Despite the decline in earnings, after peak earnings in 2022 on the back of the Russia-Ukraine war, earnings power remained solid. An earnings number greater than $9 per share yielded a low teen earnings multiple with shares trading in a $100-$120 range for most of 2023, and that is even as earnings are down in a huge fashion from 2022. Moreover, the company kept optimizing its portfolio last year, including a $3 billion deal to acquire the remaining stake in Surmont.
Pegging earnings power around $8 per share in August of last year, I believed that shares traded at fair valuation, as fast forwarding to today shares have been trading dead flat.
The Implications
Frankly, the external environment for Conoco has been alright. The 2023 results came in stronger than I expected in August of last year, aided by production growth and solid energy prices, with prices holding firm early in 2024.
This lifted shares to highs of $135 per share in the spring of this year, but by now shares are back to the $115 level, with shares down $4 (nearly 4%) on the back of the deal announcement. Note that this implies a $5 billion value decline (excluding the to be issued shares to Marathon), arguably less than the premium offered for the shares!
Based on the first quarter earnings report, as released in May, Conoco operates with some 1.18 billion shares, which now trade at $115, for a $135 billion equity valuation. This excludes a current net debt load of $12 billion and change, for a $147 billion enterprise valuation.
Given the $22.5 billion deal for Marathon, this is a substantial deal, equal to 15% of the own valuation before the deal. In terms of sales, Marathon will add some $6.7 billion in sales, adding just 11-12% of sales to Conoco. Marathon produces just over 400,000 barrels of oil-equivalent per day, thereby growing production by around 21%, as this production typically yields lower revenues. Ironic is that the revenues per barrel from Marathon come in lower, yet its profit margins are quite decent.

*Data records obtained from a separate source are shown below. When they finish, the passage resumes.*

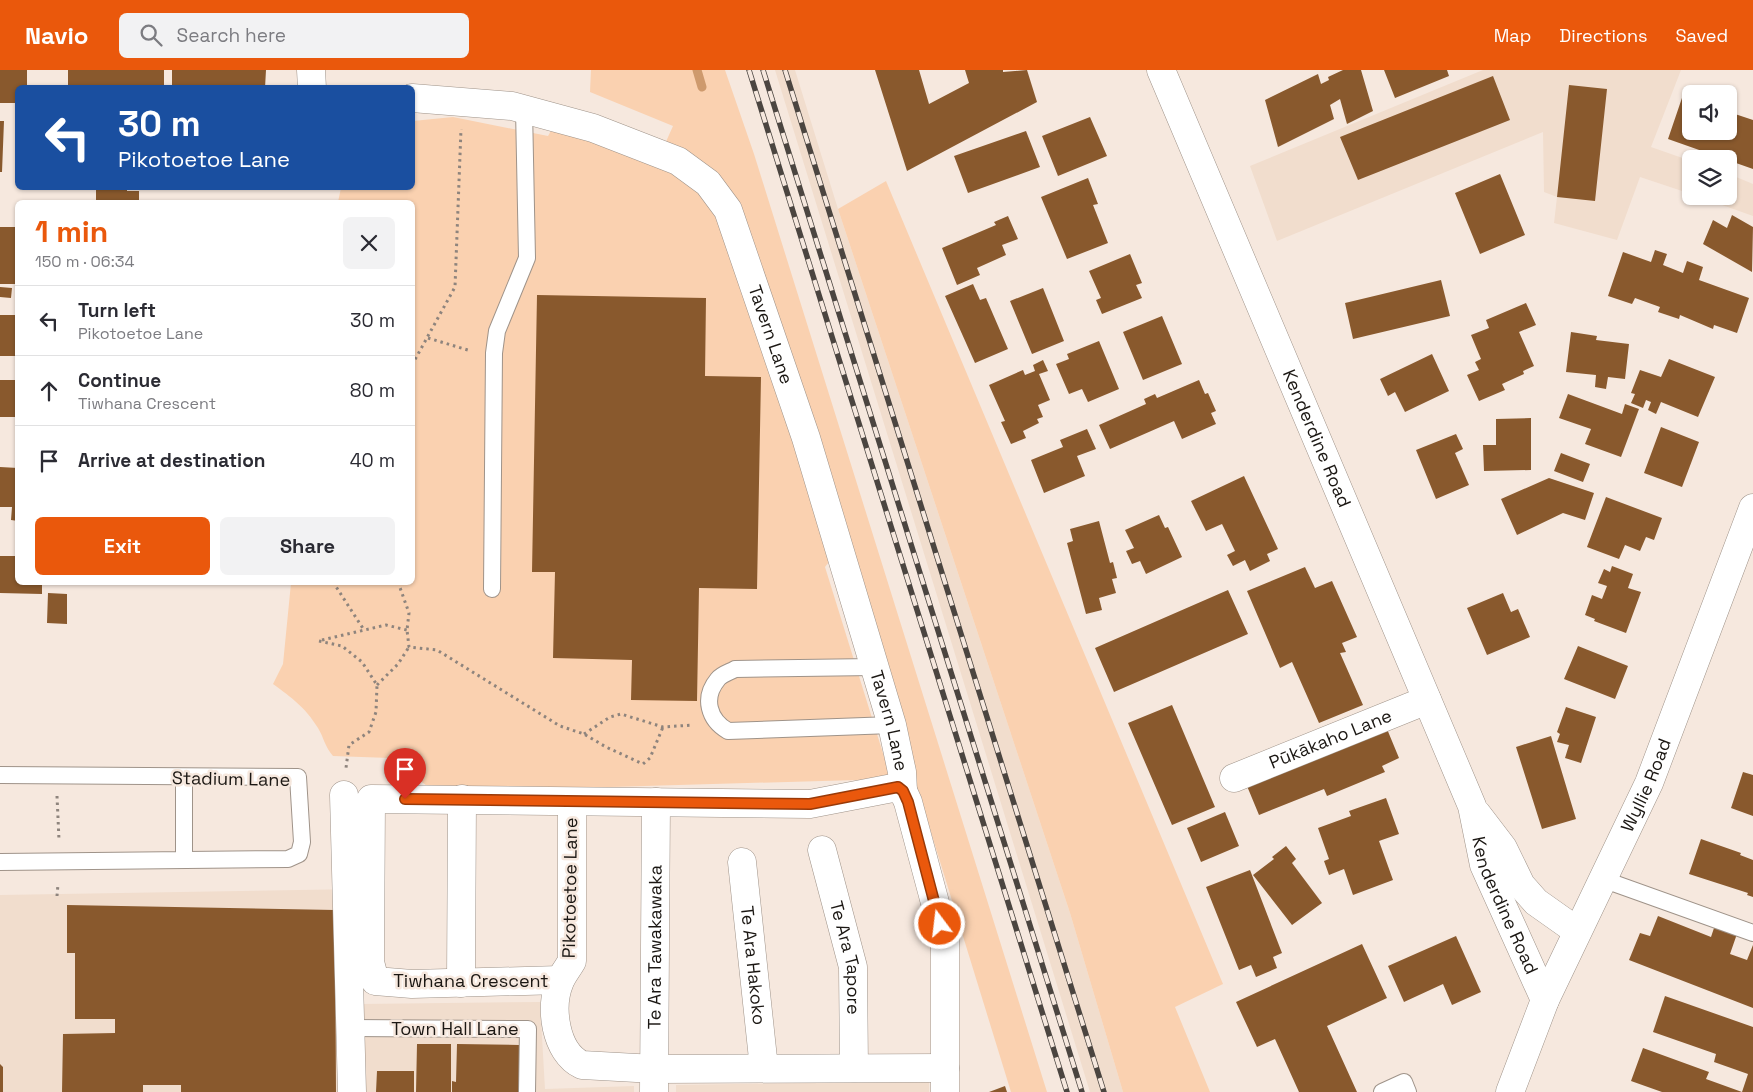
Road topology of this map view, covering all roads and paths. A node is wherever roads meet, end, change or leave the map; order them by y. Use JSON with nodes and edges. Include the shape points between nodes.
{"nodes":[{"id":1,"x":311,"y":70,"type":"edge"},
{"id":2,"x":1161,"y":70,"type":"edge"},
{"id":3,"x":312,"y":85,"type":"edge"},
{"id":4,"x":415,"y":98,"type":"edge"},
{"id":5,"x":462,"y":101,"type":"junction"},
{"id":6,"x":524,"y":109,"type":"junction"},
{"id":7,"x":428,"y":338,"type":"junction"},
{"id":8,"x":465,"y":349,"type":"dead end"},
{"id":9,"x":415,"y":361,"type":"edge"},
{"id":10,"x":1753,"y":508,"type":"edge"},
{"id":11,"x":335,"y":585,"type":"edge"},
{"id":12,"x":399,"y":585,"type":"edge"},
{"id":13,"x":492,"y":589,"type":"dead end"},
{"id":14,"x":364,"y":630,"type":"junction"},
{"id":15,"x":407,"y":630,"type":"junction"},
{"id":16,"x":409,"y":647,"type":"junction"},
{"id":17,"x":874,"y":667,"type":"junction"},
{"id":18,"x":376,"y":685,"type":"junction"},
{"id":19,"x":1427,"y":700,"type":"junction"},
{"id":20,"x":716,"y":724,"type":"junction"},
{"id":21,"x":892,"y":725,"type":"junction"},
{"id":22,"x":663,"y":727,"type":"junction"},
{"id":23,"x":584,"y":734,"type":"junction"},
{"id":24,"x":0,"y":775,"type":"edge"},
{"id":25,"x":57,"y":776,"type":"junction"},
{"id":26,"x":184,"y":778,"type":"junction"},
{"id":27,"x":1234,"y":778,"type":"dead end"},
{"id":28,"x":903,"y":791,"type":"junction"},
{"id":29,"x":344,"y":794,"type":"joint"},
{"id":30,"x":462,"y":799,"type":"junction"},
{"id":31,"x":572,"y":802,"type":"junction"},
{"id":32,"x":656,"y":802,"type":"junction"},
{"id":33,"x":1472,"y":806,"type":"junction"},
{"id":34,"x":822,"y":850,"type":"dead end"},
{"id":35,"x":184,"y":860,"type":"junction"},
{"id":36,"x":59,"y":861,"type":"junction"},
{"id":37,"x":0,"y":862,"type":"edge"},
{"id":38,"x":742,"y":862,"type":"dead end"},
{"id":39,"x":1602,"y":880,"type":"junction"},
{"id":40,"x":57,"y":896,"type":"dead end"},
{"id":41,"x":1577,"y":931,"type":"junction"},
{"id":42,"x":1753,"y":933,"type":"edge"},
{"id":43,"x":560,"y":980,"type":"junction"},
{"id":44,"x":461,"y":983,"type":"junction"},
{"id":45,"x":1545,"y":1000,"type":"junction"},
{"id":46,"x":349,"y":1028,"type":"junction"},
{"id":47,"x":1524,"y":1055,"type":"junction"},
{"id":48,"x":764,"y":1068,"type":"junction"},
{"id":49,"x":854,"y":1068,"type":"junction"},
{"id":50,"x":654,"y":1080,"type":"edge"},
{"id":51,"x":945,"y":1080,"type":"edge"},
{"id":52,"x":352,"y":1092,"type":"edge"},
{"id":53,"x":527,"y":1092,"type":"edge"},
{"id":54,"x":1382,"y":1092,"type":"edge"},
{"id":55,"x":1408,"y":1092,"type":"edge"},
{"id":56,"x":1492,"y":1092,"type":"edge"},
{"id":57,"x":1510,"y":1092,"type":"edge"}],
"edges":[{"from":1,"to":3,"type":"street"},
{"from":2,"to":19,"type":"street","name":"Kenderdine Road"},
{"from":4,"to":5,"type":"street","name":"Tavern Lane"},
{"from":5,"to":6,"type":"street","name":"Tavern Lane"},
{"from":5,"to":7,"type":"path","via":[[455,287]]},
{"from":6,"to":13,"type":"lane","via":[[527,258],[498,331],[494,354]]},
{"from":6,"to":17,"type":"street","name":"Tavern Lane","via":[[593,128],[678,161],[708,183],[728,210],[806,438]]},
{"from":7,"to":8,"type":"path"},
{"from":7,"to":9,"type":"path"},
{"from":10,"to":39,"type":"street","name":"Wyllie Road","via":[[1649,783]]},
{"from":11,"to":14,"type":"path"},
{"from":12,"to":15,"type":"path","via":[[409,613]]},
{"from":14,"to":15,"type":"path","via":[[386,625]]},
{"from":14,"to":18,"type":"path","via":[[319,641],[342,646],[362,662]]},
{"from":15,"to":16,"type":"path"},
{"from":16,"to":18,"type":"path","via":[[398,664]]},
{"from":16,"to":23,"type":"path","via":[[437,650],[560,726]]},
{"from":17,"to":20,"type":"lane","via":[[735,670],[719,677],[710,692],[709,708]]},
{"from":17,"to":21,"type":"street","name":"Tavern Lane"},
{"from":18,"to":29,"type":"path","via":[[376,712],[369,732],[349,745]]},
{"from":19,"to":27,"type":"street","name":"Pūkākaho Lane"},
{"from":19,"to":33,"type":"street","name":"Kenderdine Road"},
{"from":20,"to":21,"type":"lane","via":[[728,732]]},
{"from":20,"to":22,"type":"path"},
{"from":21,"to":28,"type":"street","name":"Tavern Lane"},
{"from":22,"to":23,"type":"path","via":[[620,714]]},
{"from":22,"to":23,"type":"path","via":[[650,758],[643,764]]},
{"from":24,"to":25,"type":"lane","name":"Stadium Lane"},
{"from":25,"to":26,"type":"lane","name":"Stadium Lane"},
{"from":25,"to":36,"type":"path"},
{"from":26,"to":35,"type":"lane"},
{"from":26,"to":35,"type":"lane","name":"Stadium Lane","via":[[298,777],[302,842],[299,854],[288,859]]},
{"from":28,"to":32,"type":"street","name":"Pikotoetoe Lane","via":[[898,787],[810,804]]},
{"from":28,"to":51,"type":"street","name":"Pikotoetoe Lane","via":[[945,940]]},
{"from":29,"to":46,"type":"street"},
{"from":30,"to":31,"type":"street","name":"Tiwhana Crescent"},
{"from":30,"to":44,"type":"street"},
{"from":30,"to":44,"type":"street","name":"Tiwhana Crescent","via":[[371,799],[370,962],[376,981]]},
{"from":31,"to":32,"type":"street","name":"Pikotoetoe Lane"},
{"from":31,"to":43,"type":"street","name":"Pikotoetoe Lane","via":[[572,961]]},
{"from":32,"to":50,"type":"street","name":"Te Ara Tawakawaka"},
{"from":33,"to":41,"type":"street","name":"Kenderdine Road","via":[[1536,902]]},
{"from":33,"to":45,"type":"street","name":"Kenderdine Road","via":[[1484,865]]},
{"from":34,"to":49,"type":"street","name":"Te Ara Tapore","via":[[853,967]]},
{"from":35,"to":36,"type":"lane","name":"Stadium Lane"},
{"from":36,"to":37,"type":"lane","name":"Stadium Lane"},
{"from":36,"to":40,"type":"path"},
{"from":38,"to":48,"type":"street","name":"Te Ara Hakoko"},
{"from":39,"to":41,"type":"street","name":"Wyllie Road"},
{"from":39,"to":42,"type":"lane"},
{"from":41,"to":45,"type":"street","name":"Wyllie Road"},
{"from":43,"to":44,"type":"street","name":"Tiwhana Crescent"},
{"from":43,"to":50,"type":"street","name":"Pikotoetoe Lane","via":[[555,1019],[563,1050],[582,1065]]},
{"from":45,"to":47,"type":"street","name":"Wyllie Road"},
{"from":46,"to":52,"type":"street"},
{"from":46,"to":53,"type":"lane","name":"Town Hall Lane","via":[[528,1029]]},
{"from":47,"to":56,"type":"street","name":"Wyllie Road"},
{"from":47,"to":57,"type":"street","name":"Wyllie Road"},
{"from":48,"to":49,"type":"street","name":"Pikotoetoe Lane"},
{"from":48,"to":50,"type":"street","name":"Pikotoetoe Lane"},
{"from":49,"to":51,"type":"street","name":"Pikotoetoe Lane"},
{"from":54,"to":55,"type":"lane","via":[[1404,1082]]}]}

Perhaps it was commentary by CEO Ryan Lance, which stated that the deal was only presented a couple of weeks ago, which is not a great comforting factor. Moreover, antitrust concerns could be real, although the company finds comfort in recent statements that the oil market is a global market and consolidation only impacts a very small percentage of this.
What Now?
The immediate reaction of shareholders in reaction to the deal likely seems an overreaction, as Conoco is likely doing the right thing in joining the consolidation spree here.
This comes after Chevron (CVX) announced the acquisition of Hess in a $53 billion deal, and Exxon Mobil (XOM) was even willing to spend $60 billion to acquire Pioneer. This is just part of the action, with multiple other deals pursued by other industry participants.
With Conoco upping the dividend payouts, and having seen a solid start to 2024, I am quite upbeat on this deal, and frankly believe that Conoco likely offers decent long-term value here, certainly as the share price reaction seems like an overreaction here.